_Records provided_.

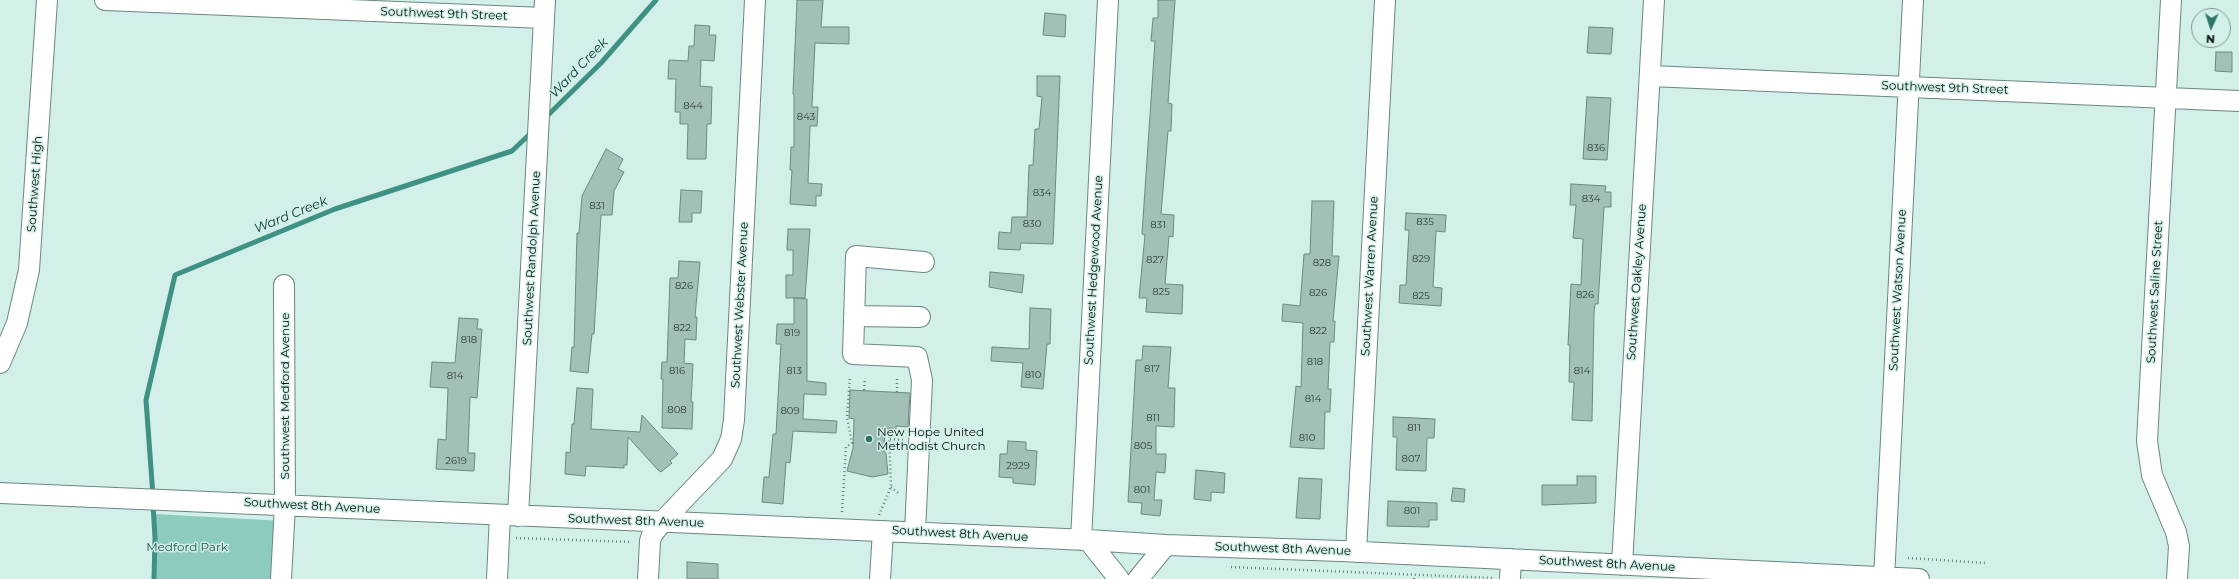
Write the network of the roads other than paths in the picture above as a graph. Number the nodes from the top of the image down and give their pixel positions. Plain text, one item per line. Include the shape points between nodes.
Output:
1 (47, 0) edge
2 (105, 0) edge
3 (755, 0) edge
4 (1108, 0) edge
5 (1385, 0) edge
6 (1654, 0) edge
7 (1913, 0) edge
8 (2170, 0) edge
9 (295, 4) edge
10 (545, 9) edge
11 (1650, 76) junction
12 (1909, 87) junction
13 (2165, 97) junction
14 (2239, 101) edge
15 (924, 262) dead end
16 (284, 285) dead end
17 (854, 316) junction
18 (920, 317) dead end
19 (0, 363) edge
20 (0, 493) edge
21 (285, 505) junction
22 (509, 516) junction
23 (662, 522) junction
24 (880, 525) junction
25 (915, 532) junction
26 (1084, 540) junction
27 (1166, 545) junction
28 (1356, 552) junction
29 (1511, 559) junction
30 (1622, 565) junction
31 (1884, 578) edge
32 (281, 579) edge
33 (496, 579) edge
34 (648, 579) edge
35 (880, 579) edge
36 (1119, 579) edge
37 (1138, 579) edge
38 (1503, 579) edge
39 (1919, 579) edge
40 (2177, 579) edge

1 - 19 street, Southwest High via 29,270 17,323
2 - 9 street, Southwest 9th Street
3 - 23 street, Southwest Webster Avenue via 734,420 729,445 722,459
4 - 26 street, Southwest Hedgewood Avenue
5 - 28 street, Southwest Warren Avenue
6 - 11 street, Southwest Oakley Avenue
7 - 12 street, Southwest Watson Avenue
8 - 13 street, Southwest Saline Street
9 - 10 street, Southwest 9th Street
10 - 22 street, Southwest Randolph Avenue via 537,170
11 - 12 street, Southwest 9th Street
11 - 30 street, Southwest Oakley Avenue
12 - 13 street, Southwest 9th Street
12 - 31 street, Southwest Watson Avenue
13 - 14 street, Southwest 9th Street
13 - 40 street, Southwest Saline Street via 2147,441 2152,475 2176,532 2179,546
15 - 17 street via 856,256
16 - 21 street, Southwest Medford Avenue
17 - 18 street
17 - 25 street via 853,354 917,357 922,380
20 - 21 street, Southwest 8th Avenue
21 - 22 street, Southwest 8th Avenue
21 - 32 street, Southwest Medford Avenue
22 - 23 street, Southwest 8th Avenue
22 - 33 street, Southwest Randolph Avenue
23 - 24 street, Southwest 8th Avenue
23 - 34 street, Southwest Webster Avenue via 650,540
24 - 25 street, Southwest 8th Avenue
24 - 35 street
25 - 26 street, Southwest 8th Avenue
26 - 27 street, Southwest 8th Avenue
26 - 36 street
27 - 28 street, Southwest 8th Avenue
27 - 37 street
28 - 29 street, Southwest 8th Avenue
29 - 30 street, Southwest 8th Avenue
29 - 38 street
30 - 31 street, Southwest 8th Avenue
31 - 39 street, Southwest 8th Avenue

_Task statement_. Return all lines of the material above in which "dead" occurs.

_Completed exercise_.
15 (924, 262) dead end
16 (284, 285) dead end
18 (920, 317) dead end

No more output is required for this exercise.